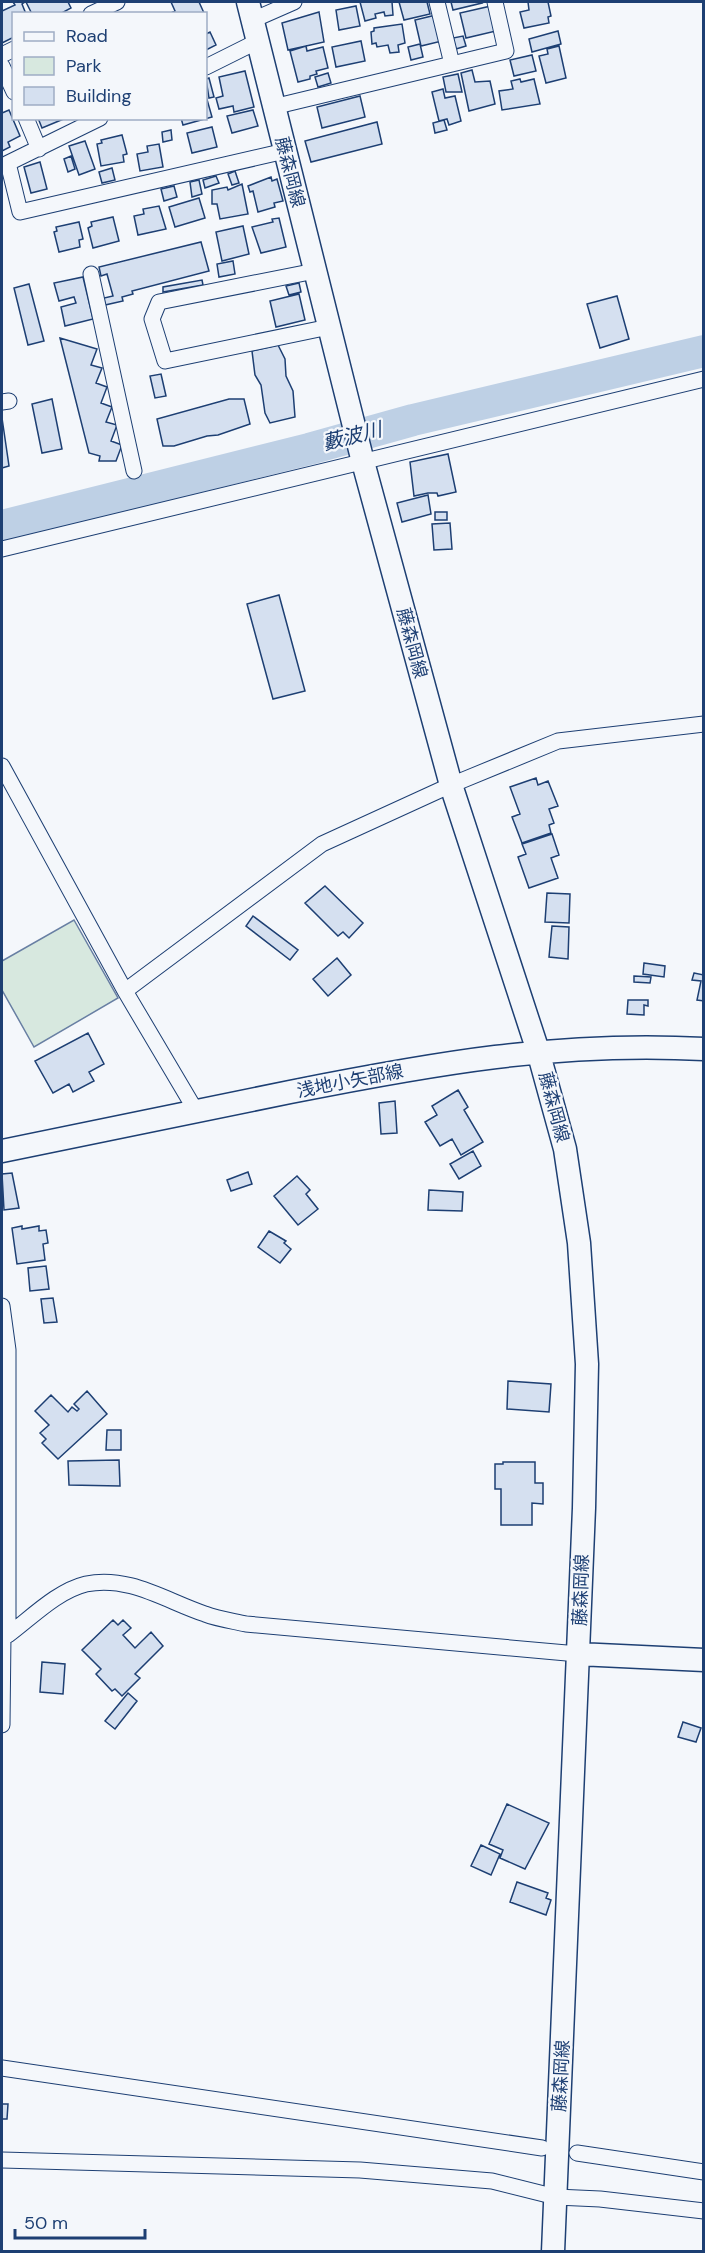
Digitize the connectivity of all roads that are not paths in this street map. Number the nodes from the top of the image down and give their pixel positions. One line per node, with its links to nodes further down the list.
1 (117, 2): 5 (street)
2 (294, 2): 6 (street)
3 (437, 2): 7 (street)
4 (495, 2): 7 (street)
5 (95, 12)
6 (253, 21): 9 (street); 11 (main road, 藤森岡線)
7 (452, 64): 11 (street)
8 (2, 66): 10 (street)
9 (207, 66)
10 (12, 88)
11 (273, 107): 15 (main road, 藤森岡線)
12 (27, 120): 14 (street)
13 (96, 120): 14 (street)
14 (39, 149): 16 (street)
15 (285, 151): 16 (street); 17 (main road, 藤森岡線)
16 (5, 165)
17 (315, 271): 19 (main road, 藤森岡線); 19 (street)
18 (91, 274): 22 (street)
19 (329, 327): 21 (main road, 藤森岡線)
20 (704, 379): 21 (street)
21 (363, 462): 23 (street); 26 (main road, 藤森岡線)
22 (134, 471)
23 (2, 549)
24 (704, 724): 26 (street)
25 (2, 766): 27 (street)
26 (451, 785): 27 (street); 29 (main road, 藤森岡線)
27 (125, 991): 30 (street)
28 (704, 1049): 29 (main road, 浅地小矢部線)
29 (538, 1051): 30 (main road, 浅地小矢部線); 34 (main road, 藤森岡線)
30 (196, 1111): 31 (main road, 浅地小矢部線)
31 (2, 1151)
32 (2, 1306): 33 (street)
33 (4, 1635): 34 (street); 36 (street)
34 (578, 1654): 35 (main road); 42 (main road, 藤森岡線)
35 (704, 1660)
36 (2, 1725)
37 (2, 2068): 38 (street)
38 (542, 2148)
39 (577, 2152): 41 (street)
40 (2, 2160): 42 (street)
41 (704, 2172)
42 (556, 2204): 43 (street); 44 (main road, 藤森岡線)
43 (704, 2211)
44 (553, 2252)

• • • • • • •

(Work order): Write out the whole listing exactly, and drop the pictures.

(Exercise response):
Digitize the connectivity of all roads that are not paths in this street map. Number the nodes from the top of the image down and give their pixel positions. One line per node, with its links to nodes further down the list.
1 (117, 2): 5 (street)
2 (294, 2): 6 (street)
3 (437, 2): 7 (street)
4 (495, 2): 7 (street)
5 (95, 12)
6 (253, 21): 9 (street); 11 (main road, 藤森岡線)
7 (452, 64): 11 (street)
8 (2, 66): 10 (street)
9 (207, 66)
10 (12, 88)
11 (273, 107): 15 (main road, 藤森岡線)
12 (27, 120): 14 (street)
13 (96, 120): 14 (street)
14 (39, 149): 16 (street)
15 (285, 151): 16 (street); 17 (main road, 藤森岡線)
16 (5, 165)
17 (315, 271): 19 (main road, 藤森岡線); 19 (street)
18 (91, 274): 22 (street)
19 (329, 327): 21 (main road, 藤森岡線)
20 (704, 379): 21 (street)
21 (363, 462): 23 (street); 26 (main road, 藤森岡線)
22 (134, 471)
23 (2, 549)
24 (704, 724): 26 (street)
25 (2, 766): 27 (street)
26 (451, 785): 27 (street); 29 (main road, 藤森岡線)
27 (125, 991): 30 (street)
28 (704, 1049): 29 (main road, 浅地小矢部線)
29 (538, 1051): 30 (main road, 浅地小矢部線); 34 (main road, 藤森岡線)
30 (196, 1111): 31 (main road, 浅地小矢部線)
31 (2, 1151)
32 (2, 1306): 33 (street)
33 (4, 1635): 34 (street); 36 (street)
34 (578, 1654): 35 (main road); 42 (main road, 藤森岡線)
35 (704, 1660)
36 (2, 1725)
37 (2, 2068): 38 (street)
38 (542, 2148)
39 (577, 2152): 41 (street)
40 (2, 2160): 42 (street)
41 (704, 2172)
42 (556, 2204): 43 (street); 44 (main road, 藤森岡線)
43 (704, 2211)
44 (553, 2252)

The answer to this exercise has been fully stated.